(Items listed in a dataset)
•••
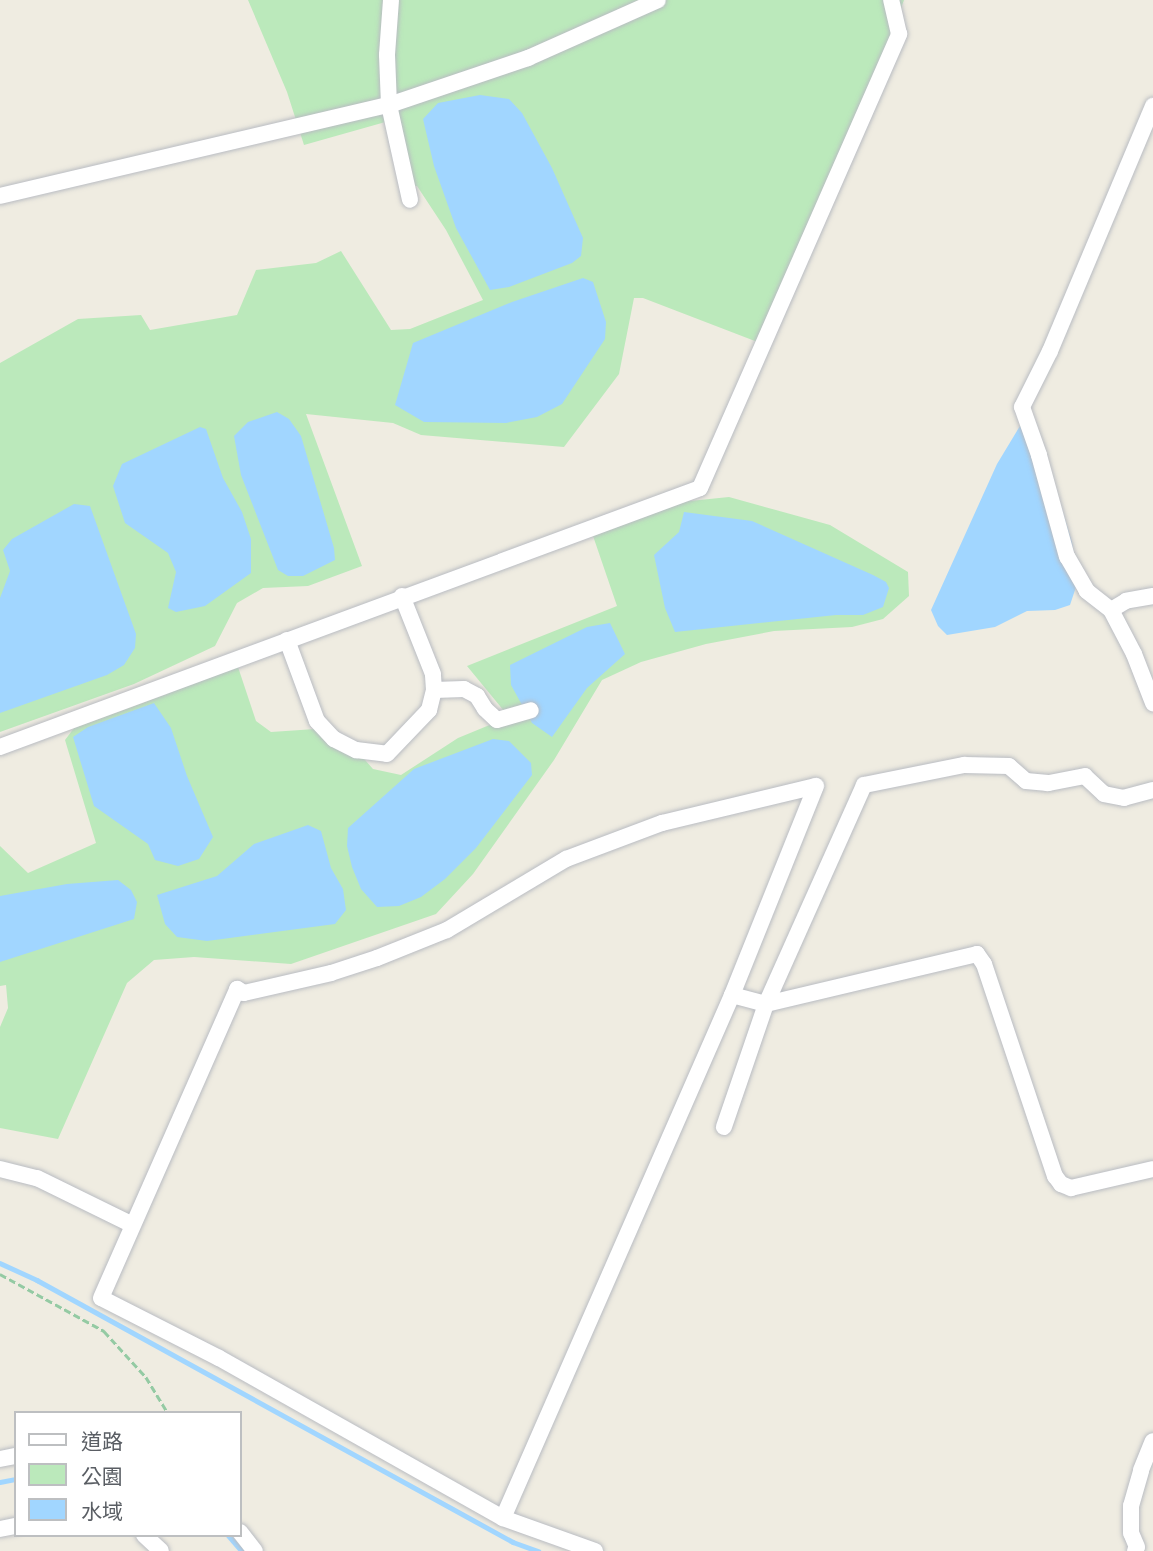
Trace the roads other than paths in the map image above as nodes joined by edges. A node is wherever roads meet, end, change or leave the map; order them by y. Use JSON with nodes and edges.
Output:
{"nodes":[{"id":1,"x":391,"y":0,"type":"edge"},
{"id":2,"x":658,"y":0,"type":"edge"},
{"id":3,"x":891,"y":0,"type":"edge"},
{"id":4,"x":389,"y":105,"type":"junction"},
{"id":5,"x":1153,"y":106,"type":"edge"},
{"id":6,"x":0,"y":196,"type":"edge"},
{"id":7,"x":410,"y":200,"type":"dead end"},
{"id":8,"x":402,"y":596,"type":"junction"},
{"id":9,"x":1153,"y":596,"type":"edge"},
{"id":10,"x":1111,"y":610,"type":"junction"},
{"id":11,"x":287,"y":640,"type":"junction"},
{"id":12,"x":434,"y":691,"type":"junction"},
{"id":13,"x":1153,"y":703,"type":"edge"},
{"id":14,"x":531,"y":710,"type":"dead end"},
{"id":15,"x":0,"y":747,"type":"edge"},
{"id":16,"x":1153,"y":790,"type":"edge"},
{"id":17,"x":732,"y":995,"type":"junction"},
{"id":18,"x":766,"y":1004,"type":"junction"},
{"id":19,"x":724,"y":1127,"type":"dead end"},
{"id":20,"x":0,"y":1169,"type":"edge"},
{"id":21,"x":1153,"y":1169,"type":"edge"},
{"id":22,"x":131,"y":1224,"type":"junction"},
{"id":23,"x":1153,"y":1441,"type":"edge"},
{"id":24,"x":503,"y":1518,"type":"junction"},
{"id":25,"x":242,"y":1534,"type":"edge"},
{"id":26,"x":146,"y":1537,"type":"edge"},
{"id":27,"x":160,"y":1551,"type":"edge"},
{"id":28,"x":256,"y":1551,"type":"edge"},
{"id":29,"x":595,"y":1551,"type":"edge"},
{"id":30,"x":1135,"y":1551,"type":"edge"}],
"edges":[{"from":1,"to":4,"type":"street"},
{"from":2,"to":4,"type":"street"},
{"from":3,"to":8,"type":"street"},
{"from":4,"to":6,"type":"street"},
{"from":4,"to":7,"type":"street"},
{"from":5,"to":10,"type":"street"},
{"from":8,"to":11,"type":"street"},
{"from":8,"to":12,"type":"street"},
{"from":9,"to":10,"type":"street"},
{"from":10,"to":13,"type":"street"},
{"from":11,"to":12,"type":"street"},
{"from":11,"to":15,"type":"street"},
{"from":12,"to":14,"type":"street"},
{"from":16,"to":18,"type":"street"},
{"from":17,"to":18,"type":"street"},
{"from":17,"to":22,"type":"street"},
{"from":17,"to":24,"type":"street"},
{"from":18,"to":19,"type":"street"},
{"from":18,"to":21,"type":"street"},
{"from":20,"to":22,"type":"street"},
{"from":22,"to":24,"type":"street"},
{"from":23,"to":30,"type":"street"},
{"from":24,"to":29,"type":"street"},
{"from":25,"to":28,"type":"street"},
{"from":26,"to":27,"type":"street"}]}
•••
■ ASSIGNMENT
For each line in the records that holds "dead", show that line as it stands.

■ TASK ANSWER
{"id":7,"x":410,"y":200,"type":"dead end"},
{"id":14,"x":531,"y":710,"type":"dead end"},
{"id":19,"x":724,"y":1127,"type":"dead end"},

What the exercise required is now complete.